◆ AIM OF THE TASK ◆
In full and unchanged, output the entries that follow.

Dataset entries:
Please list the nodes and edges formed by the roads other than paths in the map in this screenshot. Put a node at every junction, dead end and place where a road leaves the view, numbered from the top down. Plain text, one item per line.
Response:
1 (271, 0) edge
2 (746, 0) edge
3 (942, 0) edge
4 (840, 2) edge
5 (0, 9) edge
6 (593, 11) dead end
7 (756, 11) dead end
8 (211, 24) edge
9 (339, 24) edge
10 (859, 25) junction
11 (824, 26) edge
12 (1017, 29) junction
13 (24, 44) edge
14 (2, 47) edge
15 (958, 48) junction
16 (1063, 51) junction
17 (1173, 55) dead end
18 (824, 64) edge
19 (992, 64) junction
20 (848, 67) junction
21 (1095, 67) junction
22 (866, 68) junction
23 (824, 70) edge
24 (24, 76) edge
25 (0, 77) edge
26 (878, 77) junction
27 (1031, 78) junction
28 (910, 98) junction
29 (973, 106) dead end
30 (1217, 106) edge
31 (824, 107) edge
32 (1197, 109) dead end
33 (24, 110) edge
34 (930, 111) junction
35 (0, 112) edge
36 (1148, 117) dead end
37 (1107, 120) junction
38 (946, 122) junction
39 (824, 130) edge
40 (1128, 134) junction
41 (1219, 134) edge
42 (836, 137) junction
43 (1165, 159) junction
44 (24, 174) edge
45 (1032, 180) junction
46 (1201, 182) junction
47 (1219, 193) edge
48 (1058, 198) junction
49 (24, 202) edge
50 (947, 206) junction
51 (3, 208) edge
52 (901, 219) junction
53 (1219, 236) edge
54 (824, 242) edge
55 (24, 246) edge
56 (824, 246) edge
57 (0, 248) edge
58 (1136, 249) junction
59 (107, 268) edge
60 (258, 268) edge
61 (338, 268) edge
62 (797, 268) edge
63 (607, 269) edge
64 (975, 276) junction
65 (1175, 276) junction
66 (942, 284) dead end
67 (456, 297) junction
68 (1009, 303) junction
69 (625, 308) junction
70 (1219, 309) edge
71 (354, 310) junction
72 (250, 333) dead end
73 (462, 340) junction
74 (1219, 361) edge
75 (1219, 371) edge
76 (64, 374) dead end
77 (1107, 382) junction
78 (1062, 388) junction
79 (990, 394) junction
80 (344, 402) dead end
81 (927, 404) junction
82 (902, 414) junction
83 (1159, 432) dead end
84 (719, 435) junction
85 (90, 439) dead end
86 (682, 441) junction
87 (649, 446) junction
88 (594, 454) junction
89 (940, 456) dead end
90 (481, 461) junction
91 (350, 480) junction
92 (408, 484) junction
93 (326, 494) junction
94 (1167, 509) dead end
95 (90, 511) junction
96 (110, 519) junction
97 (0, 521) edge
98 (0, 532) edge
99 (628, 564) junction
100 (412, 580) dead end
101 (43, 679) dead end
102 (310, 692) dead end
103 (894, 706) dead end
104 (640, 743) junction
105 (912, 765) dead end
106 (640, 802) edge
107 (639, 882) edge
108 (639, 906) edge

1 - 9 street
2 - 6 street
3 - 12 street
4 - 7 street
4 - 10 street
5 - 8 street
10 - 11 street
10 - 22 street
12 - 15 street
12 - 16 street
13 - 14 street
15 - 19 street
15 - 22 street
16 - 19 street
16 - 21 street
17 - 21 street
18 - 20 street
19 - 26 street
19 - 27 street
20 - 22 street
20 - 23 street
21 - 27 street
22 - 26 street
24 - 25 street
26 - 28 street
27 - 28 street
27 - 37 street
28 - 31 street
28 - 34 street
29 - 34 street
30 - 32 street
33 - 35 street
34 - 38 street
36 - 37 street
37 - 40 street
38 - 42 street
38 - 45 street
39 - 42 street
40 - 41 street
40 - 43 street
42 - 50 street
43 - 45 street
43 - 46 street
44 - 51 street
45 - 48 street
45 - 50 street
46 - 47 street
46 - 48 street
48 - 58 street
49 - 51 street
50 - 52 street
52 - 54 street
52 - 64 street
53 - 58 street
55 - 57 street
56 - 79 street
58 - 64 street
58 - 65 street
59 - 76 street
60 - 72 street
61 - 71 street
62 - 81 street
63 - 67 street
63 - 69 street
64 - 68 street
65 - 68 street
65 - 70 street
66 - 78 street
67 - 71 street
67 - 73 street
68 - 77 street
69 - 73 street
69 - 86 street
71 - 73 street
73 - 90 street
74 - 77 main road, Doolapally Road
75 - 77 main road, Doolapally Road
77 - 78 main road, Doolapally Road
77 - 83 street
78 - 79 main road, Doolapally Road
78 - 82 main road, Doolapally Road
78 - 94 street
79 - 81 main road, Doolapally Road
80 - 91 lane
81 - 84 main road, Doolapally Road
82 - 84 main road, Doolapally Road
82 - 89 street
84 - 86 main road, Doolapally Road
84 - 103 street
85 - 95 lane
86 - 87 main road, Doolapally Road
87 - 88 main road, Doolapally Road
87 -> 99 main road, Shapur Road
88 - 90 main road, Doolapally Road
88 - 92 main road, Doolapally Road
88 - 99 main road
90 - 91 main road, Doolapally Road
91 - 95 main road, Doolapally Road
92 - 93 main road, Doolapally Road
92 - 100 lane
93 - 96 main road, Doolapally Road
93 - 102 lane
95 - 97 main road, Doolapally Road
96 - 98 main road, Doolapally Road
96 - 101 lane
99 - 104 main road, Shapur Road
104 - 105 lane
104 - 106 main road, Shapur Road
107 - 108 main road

◆ OUTPUT BELOW ◆
Please list the nodes and edges formed by the roads other than paths in the map in this screenshot. Put a node at every junction, dead end and place where a road leaves the view, numbered from the top down. Plain text, one item per line.
Response:
1 (271, 0) edge
2 (746, 0) edge
3 (942, 0) edge
4 (840, 2) edge
5 (0, 9) edge
6 (593, 11) dead end
7 (756, 11) dead end
8 (211, 24) edge
9 (339, 24) edge
10 (859, 25) junction
11 (824, 26) edge
12 (1017, 29) junction
13 (24, 44) edge
14 (2, 47) edge
15 (958, 48) junction
16 (1063, 51) junction
17 (1173, 55) dead end
18 (824, 64) edge
19 (992, 64) junction
20 (848, 67) junction
21 (1095, 67) junction
22 (866, 68) junction
23 (824, 70) edge
24 (24, 76) edge
25 (0, 77) edge
26 (878, 77) junction
27 (1031, 78) junction
28 (910, 98) junction
29 (973, 106) dead end
30 (1217, 106) edge
31 (824, 107) edge
32 (1197, 109) dead end
33 (24, 110) edge
34 (930, 111) junction
35 (0, 112) edge
36 (1148, 117) dead end
37 (1107, 120) junction
38 (946, 122) junction
39 (824, 130) edge
40 (1128, 134) junction
41 (1219, 134) edge
42 (836, 137) junction
43 (1165, 159) junction
44 (24, 174) edge
45 (1032, 180) junction
46 (1201, 182) junction
47 (1219, 193) edge
48 (1058, 198) junction
49 (24, 202) edge
50 (947, 206) junction
51 (3, 208) edge
52 (901, 219) junction
53 (1219, 236) edge
54 (824, 242) edge
55 (24, 246) edge
56 (824, 246) edge
57 (0, 248) edge
58 (1136, 249) junction
59 (107, 268) edge
60 (258, 268) edge
61 (338, 268) edge
62 (797, 268) edge
63 (607, 269) edge
64 (975, 276) junction
65 (1175, 276) junction
66 (942, 284) dead end
67 (456, 297) junction
68 (1009, 303) junction
69 (625, 308) junction
70 (1219, 309) edge
71 (354, 310) junction
72 (250, 333) dead end
73 (462, 340) junction
74 (1219, 361) edge
75 (1219, 371) edge
76 (64, 374) dead end
77 (1107, 382) junction
78 (1062, 388) junction
79 (990, 394) junction
80 (344, 402) dead end
81 (927, 404) junction
82 (902, 414) junction
83 (1159, 432) dead end
84 (719, 435) junction
85 (90, 439) dead end
86 (682, 441) junction
87 (649, 446) junction
88 (594, 454) junction
89 (940, 456) dead end
90 (481, 461) junction
91 (350, 480) junction
92 (408, 484) junction
93 (326, 494) junction
94 (1167, 509) dead end
95 (90, 511) junction
96 (110, 519) junction
97 (0, 521) edge
98 (0, 532) edge
99 (628, 564) junction
100 (412, 580) dead end
101 (43, 679) dead end
102 (310, 692) dead end
103 (894, 706) dead end
104 (640, 743) junction
105 (912, 765) dead end
106 (640, 802) edge
107 (639, 882) edge
108 (639, 906) edge

1 - 9 street
2 - 6 street
3 - 12 street
4 - 7 street
4 - 10 street
5 - 8 street
10 - 11 street
10 - 22 street
12 - 15 street
12 - 16 street
13 - 14 street
15 - 19 street
15 - 22 street
16 - 19 street
16 - 21 street
17 - 21 street
18 - 20 street
19 - 26 street
19 - 27 street
20 - 22 street
20 - 23 street
21 - 27 street
22 - 26 street
24 - 25 street
26 - 28 street
27 - 28 street
27 - 37 street
28 - 31 street
28 - 34 street
29 - 34 street
30 - 32 street
33 - 35 street
34 - 38 street
36 - 37 street
37 - 40 street
38 - 42 street
38 - 45 street
39 - 42 street
40 - 41 street
40 - 43 street
42 - 50 street
43 - 45 street
43 - 46 street
44 - 51 street
45 - 48 street
45 - 50 street
46 - 47 street
46 - 48 street
48 - 58 street
49 - 51 street
50 - 52 street
52 - 54 street
52 - 64 street
53 - 58 street
55 - 57 street
56 - 79 street
58 - 64 street
58 - 65 street
59 - 76 street
60 - 72 street
61 - 71 street
62 - 81 street
63 - 67 street
63 - 69 street
64 - 68 street
65 - 68 street
65 - 70 street
66 - 78 street
67 - 71 street
67 - 73 street
68 - 77 street
69 - 73 street
69 - 86 street
71 - 73 street
73 - 90 street
74 - 77 main road, Doolapally Road
75 - 77 main road, Doolapally Road
77 - 78 main road, Doolapally Road
77 - 83 street
78 - 79 main road, Doolapally Road
78 - 82 main road, Doolapally Road
78 - 94 street
79 - 81 main road, Doolapally Road
80 - 91 lane
81 - 84 main road, Doolapally Road
82 - 84 main road, Doolapally Road
82 - 89 street
84 - 86 main road, Doolapally Road
84 - 103 street
85 - 95 lane
86 - 87 main road, Doolapally Road
87 - 88 main road, Doolapally Road
87 -> 99 main road, Shapur Road
88 - 90 main road, Doolapally Road
88 - 92 main road, Doolapally Road
88 - 99 main road
90 - 91 main road, Doolapally Road
91 - 95 main road, Doolapally Road
92 - 93 main road, Doolapally Road
92 - 100 lane
93 - 96 main road, Doolapally Road
93 - 102 lane
95 - 97 main road, Doolapally Road
96 - 98 main road, Doolapally Road
96 - 101 lane
99 - 104 main road, Shapur Road
104 - 105 lane
104 - 106 main road, Shapur Road
107 - 108 main road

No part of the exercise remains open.